*** SOURCE DATA ***
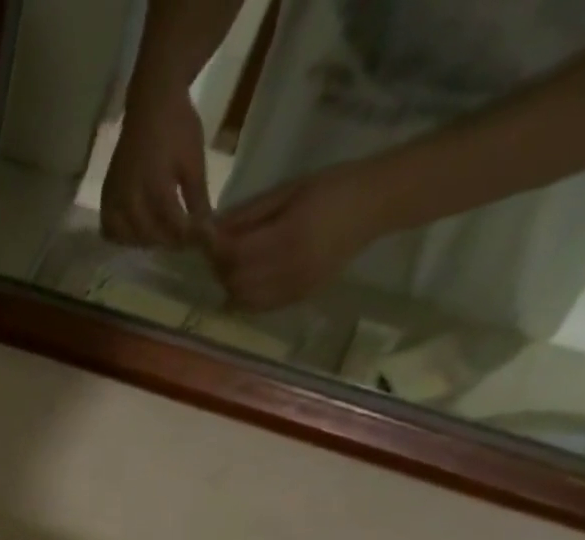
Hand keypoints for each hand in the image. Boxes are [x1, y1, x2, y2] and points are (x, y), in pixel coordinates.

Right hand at [101, 79, 214, 249]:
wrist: (150, 103)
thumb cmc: (177, 127)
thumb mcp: (194, 162)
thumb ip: (197, 199)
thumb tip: (206, 230)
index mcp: (156, 187)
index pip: (173, 226)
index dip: (190, 237)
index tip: (203, 241)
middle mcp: (130, 199)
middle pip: (150, 237)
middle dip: (170, 241)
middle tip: (185, 239)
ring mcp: (114, 200)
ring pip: (130, 238)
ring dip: (148, 242)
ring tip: (164, 236)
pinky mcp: (106, 198)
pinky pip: (110, 231)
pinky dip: (123, 237)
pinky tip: (137, 232)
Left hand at [214, 162, 390, 311]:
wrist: (377, 204)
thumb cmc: (333, 186)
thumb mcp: (288, 190)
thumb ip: (248, 214)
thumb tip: (210, 230)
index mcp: (288, 236)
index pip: (234, 254)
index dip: (214, 247)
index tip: (207, 236)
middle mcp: (290, 268)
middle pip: (234, 280)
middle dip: (219, 267)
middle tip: (220, 250)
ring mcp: (295, 288)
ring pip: (242, 299)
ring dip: (230, 284)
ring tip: (234, 264)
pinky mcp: (299, 298)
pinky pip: (258, 307)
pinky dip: (244, 297)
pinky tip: (248, 280)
*** End of SOURCE DATA ***
▶ **WHAT THE TASK REQUIRES**
Word for word, restate the lines above from the first through the one that contains "middle pip: (150, 237)", and exclude all pictures.

▶ **REPLY TO THE EXERCISE**
Hand keypoints for each hand in the image. Boxes are [x1, y1, x2, y2] and points are (x, y), in pixel coordinates.

Right hand at [101, 79, 214, 249]:
wrist: (150, 103)
thumb cmc: (177, 127)
thumb mcp: (194, 162)
thumb ip: (197, 199)
thumb tip: (206, 230)
index mcp: (156, 187)
index pip: (173, 226)
index dip: (190, 237)
index tip: (203, 241)
middle mcp: (130, 199)
middle pip: (150, 237)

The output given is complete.